7. Incorporate gender, equality and social inclusion considerations in all policie

Equality and inclusion should be built into clean energy policy design to prevent any risk of disproportionate or unintended consequences for certain segments of society, avoid exacerbating existing inequalities and support the principles of human rights while leaving no one behind and providing all people with an opportunity to contribute to clean energy transitions. In particular, the needs and priorities of historically marginalised groups should be carefully considered and incorporated through broad consultations with representatives of relevant constituencies.

  • The Clean Energy Ministerial (CEM)’s Clean Energy Education and Empowerment initiative, chaired by Canada, is a joint effort under the CEM and the IEA Technology Collaboration Programme to advance gender equality in the energy sector globally.
  • Chile seeks to boost women’s participation in clean energy through its ‘Energia + Mujer´ programme, addressing key barriers women face in pursuing a career in the sector.
  • Denmark’s Inge Lehmann Research Program offers grants to female researchers with the objective of improving the gender balance in STEM fields, including energy and climate.
  • The EU is launching the ‘Equality platform for the energy sector’, open to all stakeholders in the energy sector to highlight their actions promoting equality in the workplace.
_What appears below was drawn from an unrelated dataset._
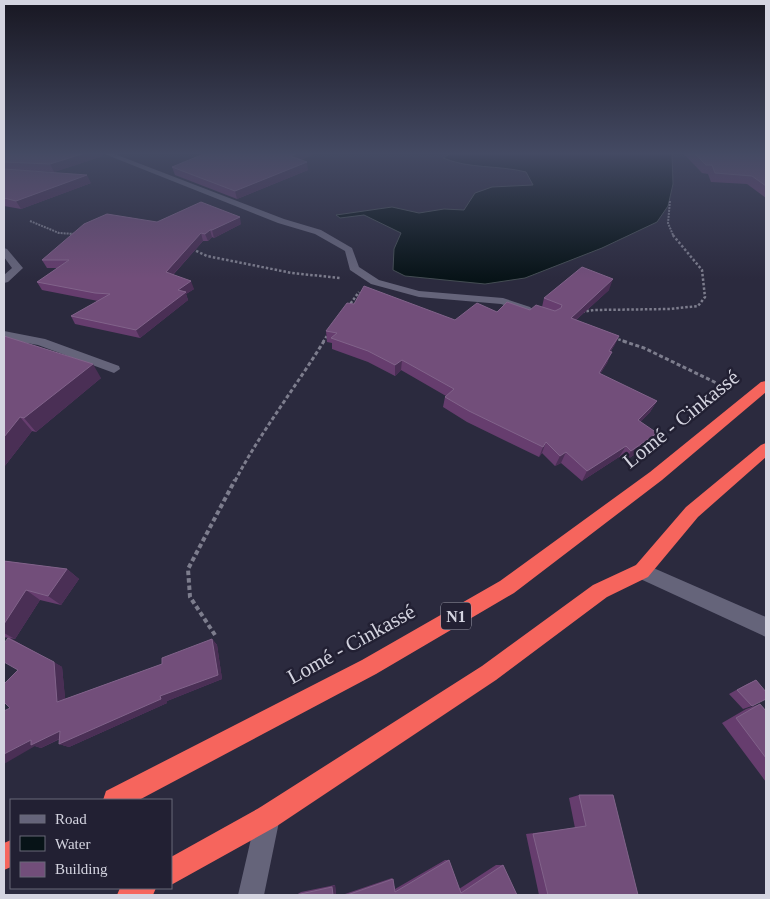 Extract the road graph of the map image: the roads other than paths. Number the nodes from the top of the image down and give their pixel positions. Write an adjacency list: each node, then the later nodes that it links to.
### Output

In emerging economies, women are often disproportionately affected by a lack of energy access or reliance on more polluting forms of energy. More consideration should be given to programmes that directly impact women’s health and social and economic well-being, including the positive impact of clean cooking. Clean cooking initiatives such as those advanced by the Clean Cooking Alliance should be supported, especially as they relate to the lives of rural women. Indonesia’s Kopernik “Wonder Women” programme links technologies such as biomass stoves, solar lights and water filters to recruited and trained women micro-entrepreneurs. A shift toward more modern fuels and appliances will also have benefits by freeing up women’s and girls’ capacity to pursue education, entrepreneurship or enter the workforce.

Local, bottom-up education, training and empowerment are also important factors in providing the skills necessary for jobs in the clean energy economy, as evidenced by the Girls4Rurals initiative, which provides training for a network of young girls to work as distributors of solar PV systems. Similarly, the Indian social service centre, SevaKendra, has a project for “gender mainstreaming through solar technology” to provide rural women training in assembling and selling solar lamps.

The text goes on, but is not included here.